Buyer's remorse is a real thing, but it is _not the case_ that SaaS companies
operating aboveboard have 60~70% of users regret their (actually charged)
purchases.

Suppose that a particular customer is dissatisfied with a particular SaaS
company. The first line of defense is very clear messaging around trial
timelines, payment terms, etc; the company should avoid surprising anyone.

The second is likely the SaaS company fielding a CS inquiry from the customer.
The _overwhelming_ policy of SaaS companies in response to "I started a free
trial and gave you my credit card to do so, and whoops seemed to have gone
over by 2 weeks, but didn't actually use the software." would be some variant
of a refund and (if they're smart) an offer to extend the trial.

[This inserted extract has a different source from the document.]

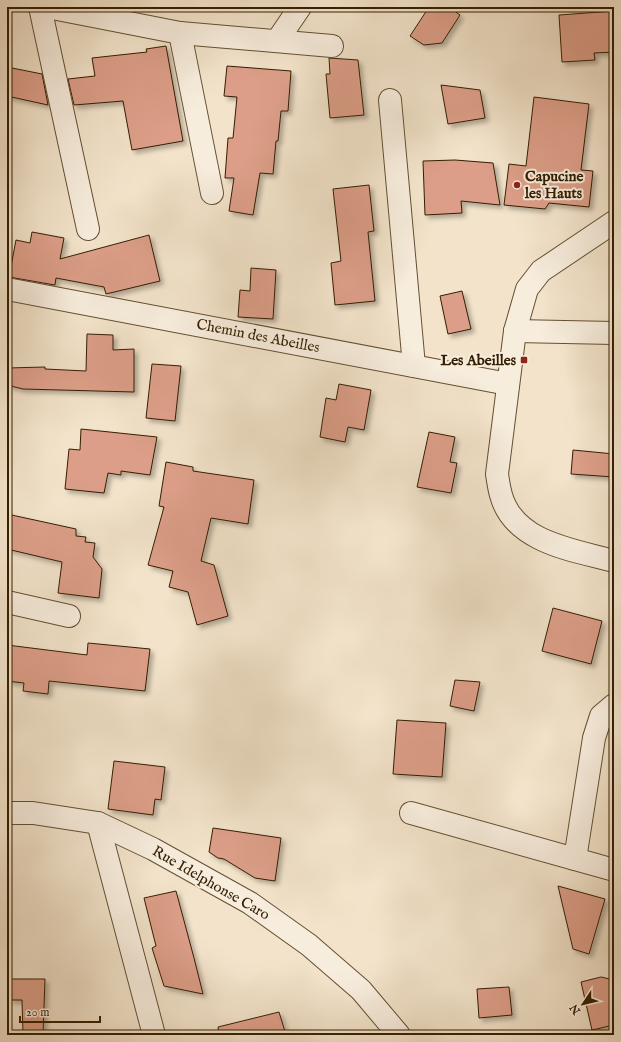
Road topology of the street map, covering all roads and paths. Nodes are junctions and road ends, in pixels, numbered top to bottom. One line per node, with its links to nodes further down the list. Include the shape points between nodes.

The reason that SaaS companies have their finger on the refund button is that,
in the event of them saying "Well, you agreed to these trial terms, and under
our terms you do owe us the $29", the customer can open a dispute with the
bank which issued their credit card. The bank has wide discretion on whether
it wants to side with the person who is their customer (and generates revenue
for them) or the SaaS company which is not their customer and doesn't generate
revenue for them.

Most people who have run SaaS companies will tell you that disputes are unfun
and that, even if one is in the right, one will not successfully win a huge
percentage of them, and so one should comport one's affairs to generate as few
of them as possible.

Note that any company which sustains a dispute rate of above 1% or so will get
a very unfun series of decisions made about their business, by either the
credit card brands or their credit card processor. You urgently do not want
this to happen to your business.

SaaS businesses are not at a very high risk of this happening, particularly
when well-operated. They generally sell a product which mostly works to
customers who are relatively savvy, and as they have ongoing relationships
with customers, their customers only need to go to the financial system for
resolution in extremis.

There exist other businesses which are at substantially higher risk of running
afoul of high dispute rates even if they do everything right.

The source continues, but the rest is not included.